Size of task prototype - Githubissues

mlr-org / mlr3fda

Functional Data Analysis for mlr3

https://mlr3fda.mlr-org.com/

GNU Lesser General Public License v3.0

4 stars 2 forks source link

Size of task prototype #52

Open sebffischer opened 1 year ago

sebffischer commented 1 year ago

When creating a graph learner that has as input a task with tf columns, the data_prototype that is saved in the learner's state after training contains the arg and value vectors as well as the evaluator and other metadata defined in tf. This unnecessarily blows up the size of learner states in a way that was not intended.

I think this should be fixed in tf, i.e. 0-lentgh tf vectors should drop discardable metadata.

sebffischer commented 11 months ago

With recent PRs in mlr3 and mlr3misc, this problem should be mostly mitigated:

sebffischer commented 9 months ago

As we now decided to not merge the warning, we should do something about this.
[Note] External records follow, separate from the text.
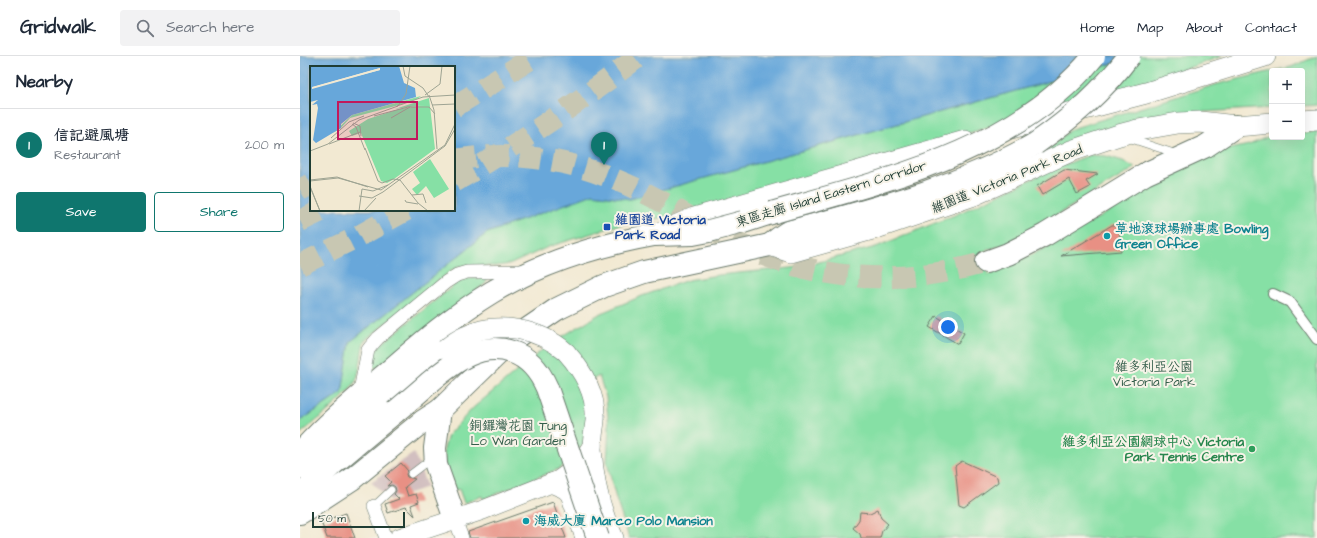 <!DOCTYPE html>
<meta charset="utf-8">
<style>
:root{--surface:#fff;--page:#f2f2f3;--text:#1f2937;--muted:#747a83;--line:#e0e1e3;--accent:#0f766e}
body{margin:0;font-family:"Architects Daughter","LXGW WenKai TC",sans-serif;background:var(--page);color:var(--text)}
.controls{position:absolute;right:12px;top:12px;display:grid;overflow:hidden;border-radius:4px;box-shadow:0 4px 16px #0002}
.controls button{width:36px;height:36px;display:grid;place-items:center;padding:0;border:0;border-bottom:1px solid var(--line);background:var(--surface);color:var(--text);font:20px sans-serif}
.scale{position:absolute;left:12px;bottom:10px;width:93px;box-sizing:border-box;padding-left:4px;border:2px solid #1f3d34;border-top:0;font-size:11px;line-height:14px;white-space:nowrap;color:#1f3d34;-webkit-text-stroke:3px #f7f3e8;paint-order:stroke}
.you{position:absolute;left:648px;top:271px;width:14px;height:14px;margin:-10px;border:3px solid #fff;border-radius:50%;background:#1a73e8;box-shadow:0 0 0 6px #1a73e833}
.badge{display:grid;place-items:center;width:26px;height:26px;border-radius:50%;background:var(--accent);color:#fff;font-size:13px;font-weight:700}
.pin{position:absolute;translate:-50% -33px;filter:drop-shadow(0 1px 2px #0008)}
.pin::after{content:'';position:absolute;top:21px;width:14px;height:12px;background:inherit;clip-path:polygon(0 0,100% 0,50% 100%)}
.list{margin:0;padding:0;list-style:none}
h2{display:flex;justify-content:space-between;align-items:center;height:52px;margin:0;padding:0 16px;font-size:17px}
h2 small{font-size:13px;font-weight:400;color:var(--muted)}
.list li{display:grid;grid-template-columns:26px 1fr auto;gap:12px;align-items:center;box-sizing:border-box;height:72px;padding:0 16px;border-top:1px solid var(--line)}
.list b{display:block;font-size:15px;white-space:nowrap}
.list p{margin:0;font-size:13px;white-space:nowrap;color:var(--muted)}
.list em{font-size:13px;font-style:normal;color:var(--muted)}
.actions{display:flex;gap:8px;padding:12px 16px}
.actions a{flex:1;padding:9px 0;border:1px solid var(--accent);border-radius:4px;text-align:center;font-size:14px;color:var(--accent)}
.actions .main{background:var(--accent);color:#fff}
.icon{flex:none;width:22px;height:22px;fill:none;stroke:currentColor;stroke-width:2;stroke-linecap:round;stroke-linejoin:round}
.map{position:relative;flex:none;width:1017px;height:482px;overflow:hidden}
header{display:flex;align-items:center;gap:24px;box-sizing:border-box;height:56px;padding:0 20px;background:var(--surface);border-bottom:1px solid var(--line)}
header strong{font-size:19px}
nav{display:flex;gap:22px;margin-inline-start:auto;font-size:14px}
.search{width:280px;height:36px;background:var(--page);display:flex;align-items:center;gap:10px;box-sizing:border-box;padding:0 14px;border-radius:4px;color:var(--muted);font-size:15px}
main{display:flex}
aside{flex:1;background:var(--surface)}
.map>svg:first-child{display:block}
.industrial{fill:#d2bfc0}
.green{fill:#86e0a5;stroke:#528e6c}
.water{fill:#67a7da;stroke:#437287;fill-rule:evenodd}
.building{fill:#e89084}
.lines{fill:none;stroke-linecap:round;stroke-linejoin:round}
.trunk-tunnel{stroke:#c8c7b2;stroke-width:22;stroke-dasharray:22 11;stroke-linecap:butt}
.motorway-tunnel{stroke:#c8c7b2;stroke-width:22;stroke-dasharray:22 11;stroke-linecap:butt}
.service-casing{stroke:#69796b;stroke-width:8}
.pedestrian-casing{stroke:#69796b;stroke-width:12}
.minor-casing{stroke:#69796b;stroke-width:14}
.secondary-casing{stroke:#69796b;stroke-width:20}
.primary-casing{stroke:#69796b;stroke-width:22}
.trunk-casing{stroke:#69796b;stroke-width:24}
.motorway-casing{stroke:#69796b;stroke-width:24}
.service{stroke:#fff;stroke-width:7}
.pedestrian{stroke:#fff;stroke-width:10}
.minor{stroke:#fff;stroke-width:13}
.secondary{stroke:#fff;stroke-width:19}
.primary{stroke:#fff;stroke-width:21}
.trunk{stroke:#fff;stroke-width:22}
.motorway{stroke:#fff;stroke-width:22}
.secondary-bridge-casing{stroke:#69796b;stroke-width:20;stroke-linecap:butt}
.trunk-bridge-casing{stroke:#69796b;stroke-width:24;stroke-linecap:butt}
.motorway-bridge-casing{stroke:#69796b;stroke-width:24;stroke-linecap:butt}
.secondary-bridge{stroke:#fff;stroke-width:19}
.trunk-bridge{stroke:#fff;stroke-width:22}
.motorway-bridge{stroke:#fff;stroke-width:22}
.transit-dot{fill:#1a4fb4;stroke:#f7f3e8;stroke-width:1.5}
.culture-dot{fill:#0f9aa8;stroke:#f7f3e8;stroke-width:1.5}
.leisure-dot{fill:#2e9e5b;stroke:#f7f3e8;stroke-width:1.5}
.labels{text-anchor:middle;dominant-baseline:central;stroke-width:4;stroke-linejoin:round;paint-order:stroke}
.street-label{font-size:13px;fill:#1f3d34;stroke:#f7f3e8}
.transit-label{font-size:13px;font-weight:bold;fill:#164399;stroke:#f7f3e8;text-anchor:start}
.culture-label{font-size:13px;font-weight:bold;fill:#0d838f;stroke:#f7f3e8;text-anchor:start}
.park-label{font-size:13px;fill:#345e4b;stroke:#f7f3e8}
.leisure-label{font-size:13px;font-weight:bold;fill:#27864d;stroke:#f7f3e8;text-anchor:end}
.inset-road{fill:none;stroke:#9ea493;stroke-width:1}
.view{fill:#c2185b;fill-opacity:0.15;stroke:#c2185b;stroke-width:2}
.inset-edge{fill:none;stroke:#1f3d34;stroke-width:2}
</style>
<header>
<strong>Gridwalk</strong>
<div class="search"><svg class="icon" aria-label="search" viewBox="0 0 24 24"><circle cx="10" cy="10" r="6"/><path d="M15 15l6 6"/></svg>Search here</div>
<nav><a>Home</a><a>Map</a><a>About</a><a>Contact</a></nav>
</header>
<main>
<aside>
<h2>Nearby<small></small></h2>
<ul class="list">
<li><span class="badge">1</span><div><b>信記避風塘</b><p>Restaurant</p></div><em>200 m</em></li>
</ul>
<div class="actions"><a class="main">Save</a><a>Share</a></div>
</aside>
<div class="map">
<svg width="1017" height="482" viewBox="0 0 1017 482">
<rect width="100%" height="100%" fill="#f7f3e8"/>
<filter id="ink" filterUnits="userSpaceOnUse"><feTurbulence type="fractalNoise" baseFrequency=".025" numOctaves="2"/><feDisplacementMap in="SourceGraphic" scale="8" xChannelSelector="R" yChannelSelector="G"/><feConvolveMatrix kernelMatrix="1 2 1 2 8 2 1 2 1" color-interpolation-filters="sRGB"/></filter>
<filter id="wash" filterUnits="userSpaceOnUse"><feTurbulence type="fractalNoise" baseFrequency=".012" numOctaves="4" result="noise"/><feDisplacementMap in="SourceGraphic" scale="16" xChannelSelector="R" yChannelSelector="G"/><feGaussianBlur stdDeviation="0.9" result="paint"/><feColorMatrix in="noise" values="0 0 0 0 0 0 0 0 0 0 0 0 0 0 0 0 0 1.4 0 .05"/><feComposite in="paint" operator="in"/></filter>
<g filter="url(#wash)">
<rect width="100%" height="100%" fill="#f2e9d2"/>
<polygon class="industrial" points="114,397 127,431 90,444 71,426"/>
<g class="green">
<path d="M840,0H923L841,28L376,160L335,165L322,168L248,191L211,208L195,210H160L152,214L64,285C61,297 61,310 57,322C52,338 14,366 0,378V365L42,337L50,286L187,177L293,138L330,143Z"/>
<polygon points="1017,0 1017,49 1002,50 1002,15 972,15 991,11"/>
<polygon points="972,15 972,52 884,57 743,98 771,73 918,28"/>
<polygon points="1017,76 1017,482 329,482 316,443 307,406 309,371 306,341 299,320 281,330 288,356 283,389 261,412 183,443 182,440 164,447 159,433 155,434 145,409 144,393 148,379 173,352 248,289 301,257 342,240 388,224 418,219 500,211 576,191 655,159 751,114 790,99 806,100 823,105 835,112 712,186 681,196 689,219 754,188 907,98 949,89 972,79 972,81 1002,81 1002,77"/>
<polygon points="184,221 187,223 186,227 76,312 71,309 71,304 79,290 158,226 166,223"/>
</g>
<path class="water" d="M0,0H840L330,143L293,138L187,177L50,286L42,337L0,365ZM11,11H154V154H11Z"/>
<g id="blocks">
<g class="building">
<polygon points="764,114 798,118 786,125 790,131 777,138 769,123 742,139 737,130"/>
<polygon points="812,169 819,169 821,195 761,200"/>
<polygon points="636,260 664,277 658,288 629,271"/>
<polygon points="662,405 697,421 698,426 664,451 659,449 655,410"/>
<polygon points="101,407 108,415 106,418 107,421 115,423 105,431 108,440 116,438 119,446 111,449 115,460 106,451 88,457 85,448 99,443 94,438 96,435 95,431 92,429 87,430 91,426 85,420"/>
<polygon points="253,446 266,482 170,482 168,476"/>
<polygon points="578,453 581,462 588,468 582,475 580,482 561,482 560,478 553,472 559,464 560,456 570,457"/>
<polygon points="46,457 55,482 27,482 21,466"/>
</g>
</g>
</g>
<g filter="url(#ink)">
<use href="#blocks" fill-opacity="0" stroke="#69796b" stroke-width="1"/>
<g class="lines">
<g class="trunk-tunnel">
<path d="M154,104C225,92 286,107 349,139C387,158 422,182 461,198C533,227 612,228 686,206"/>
<polyline points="0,165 23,154"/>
</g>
<g class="motorway-tunnel">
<polyline points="154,51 235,0"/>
<path d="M154,126C218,88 280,46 339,0"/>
<polyline points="0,134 11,128"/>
<polyline points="0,209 57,181 106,154"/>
</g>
<g class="service-casing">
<g id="service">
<polyline points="828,82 877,98"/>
<polyline points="111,418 132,402"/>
<polyline points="74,450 91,434"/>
</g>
</g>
<g class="pedestrian-casing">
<polyline id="pedestrian" points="973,238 990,246 1017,283"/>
</g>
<g class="minor-casing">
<g id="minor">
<polyline points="59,340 68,294 71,290 78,282 146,226 157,219 167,216 225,215"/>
<polyline points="74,450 86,482"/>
<polyline points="155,463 162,482"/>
</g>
</g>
<g class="secondary-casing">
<g id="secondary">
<path d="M266,296C283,315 297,338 295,365C294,374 292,383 292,393C294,423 300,454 314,482"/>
<polyline points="0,413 16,403 145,293"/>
<polyline points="251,427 265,433 270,438 285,482"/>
<polyline points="99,482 183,454 259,424 273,414 280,408 292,390"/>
</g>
</g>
<g class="primary-casing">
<g id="primary">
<polyline points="1002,65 1017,64"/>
<polyline points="711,72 846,37 965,0"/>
<polyline points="354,179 394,162 665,85"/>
<polyline points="470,189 491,196 573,173 674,139 771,95 819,79 838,74 878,67 900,66 936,70 972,67"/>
</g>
</g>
<g class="trunk-casing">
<g id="trunk">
<polyline points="686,206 708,198 745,179 845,118 906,90 936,70"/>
<polyline points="140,354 135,392 136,409 155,463"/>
<path d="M0,397C26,368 57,342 87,317C120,288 154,259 192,236C241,207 298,189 354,179"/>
<polyline points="0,439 34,407 95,356"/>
<polyline points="0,457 52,423 123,365 140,354 213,283 257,253 304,230 344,216 470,189"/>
</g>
</g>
<g class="motorway-casing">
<g id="motorway">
<polyline points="443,166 471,157"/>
<polyline points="354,179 393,178 409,175"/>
<path d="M470,189L479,182L488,176C573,153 658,132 735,88"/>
</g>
</g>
<use href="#service" class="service"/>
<use href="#pedestrian" class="pedestrian"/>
<use href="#minor" class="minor"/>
<use href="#secondary" class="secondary"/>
<use href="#primary" class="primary"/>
<use href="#trunk" class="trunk"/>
<use href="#motorway" class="motorway"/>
<g class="secondary-bridge-casing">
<path id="secondary-bridge" d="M145,293C151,288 158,283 165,280C197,264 240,273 266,296"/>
</g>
<g class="trunk-bridge-casing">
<path id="trunk-bridge" d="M95,356C107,346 119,336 130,326C154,306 180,285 212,296C230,302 240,316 247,332L298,482"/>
</g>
<g class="motorway-bridge-casing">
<g id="motorway-bridge">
<path d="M735,88C772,62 802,36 829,0"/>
<path d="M471,157C584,125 717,95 794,0"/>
<polyline points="409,175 443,166"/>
</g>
</g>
<use href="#secondary-bridge" class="secondary-bridge"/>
<use href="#trunk-bridge" class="trunk-bridge"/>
<use href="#motorway-bridge" class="motorway-bridge"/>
</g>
</g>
<rect class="transit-dot" x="303" y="167" width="8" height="8" rx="2"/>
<g class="culture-dot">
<circle cx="807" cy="180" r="4"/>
<circle cx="226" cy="465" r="4"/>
</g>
<circle class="leisure-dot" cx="952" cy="393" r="4"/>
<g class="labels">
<g class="street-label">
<text transform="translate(707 123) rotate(-22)">維園道 Victoria Park Road</text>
<text transform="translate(531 138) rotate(-17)">東區走廊 Island Eastern Corridor</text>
</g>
<g class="transit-label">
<text x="315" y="164">維園道 Victoria<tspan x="315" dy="15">Park Road</tspan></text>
</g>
<g class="culture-label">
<text x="815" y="173">草地滾球場辦事處 Bowling<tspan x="815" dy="15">Green Office</tspan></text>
<text x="234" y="465">海威大廈 Marco Polo Mansion</text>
</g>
<g class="park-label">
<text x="854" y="311">維多利亞公園<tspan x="854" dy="15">Victoria Park</tspan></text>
<text x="218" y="370">銅鑼灣花園 Tung<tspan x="218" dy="15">Lo Wan Garden</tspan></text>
</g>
<g class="leisure-label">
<text x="944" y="386">維多利亞公園網球中心 Victoria<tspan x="944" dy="15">Park Tennis Centre</tspan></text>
</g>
</g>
<g transform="translate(10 10)">
<rect width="145" height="145" fill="#f2e9d2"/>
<path d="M111,30L107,33L93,38L40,52L31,62L23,67L42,49ZM119,32L125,83L84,113L77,117L71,115L51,67L42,70L39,65L58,53L89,43L115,39L85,43ZM120,93L139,123L124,132L116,120L107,129L102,123L110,117L103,106Z" fill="#86e0a5"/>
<path d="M0,0H89L94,17L105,22L106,31L42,49L31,58V62L6,77L3,74L8,42L7,38L2,39L8,34L0,36ZM70,2V4L2,23V21Z" fill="#67a7da" fill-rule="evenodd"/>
<path d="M70,2V4L2,22L3,21Z" fill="#f2e9d2"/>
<path class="inset-road" d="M93,0L95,10L113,22L119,31M115,29L130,18L132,0M119,29L124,44L127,83M122,39L145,38M87,40L113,31L145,29M64,50L98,41H119L125,48M81,52L100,41M43,57L50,60L51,70M42,58L46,61L55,84M21,72L39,56L54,50M19,78L50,66M55,82L68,115L72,117L83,113L90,114L108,137L118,145M0,85L18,78L49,54L88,40L96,28L100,0M0,114L27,111L58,121M0,115L28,112L71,124L135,79L145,58M0,120L10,145M0,121L10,145M102,129L113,128L116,137M49,130L62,132L73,126L135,80L145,63M95,134L96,136L108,138M49,145L52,123L63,125L78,119M54,145L66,132"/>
<path class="view" d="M28,36H107V73H28Z"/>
<rect width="145" height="145" class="inset-edge"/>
</g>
</svg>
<div class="controls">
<button>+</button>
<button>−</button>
</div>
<div class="scale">50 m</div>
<div class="you"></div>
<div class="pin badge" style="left:304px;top:109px">1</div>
</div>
</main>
E.g. in mlr3 when creating the data prototype during $train(), it should be possible to add a function that leanifies each column, e.g. stored in mlr_reflections$data_leanifier$tf. This function would then remove the srcref attribute from the functional columns to avoid overly large object sizes when installing with sourcerefs. In the resample() case this is no problem because the prototype is not kept in the learner state.

sebffischer commented 9 months ago

[ ] Merge generic strip_srcref to mlr3misc: https://github.com/mlr-org/mlr3misc/pull/105/files and release
[ ] Merge https://github.com/mlr-org/mlr3/pull/1002 and release
[ ] implement strip_srcref.tfd_reg and strip_srcref.tfd_irreg methods in mlr3fda.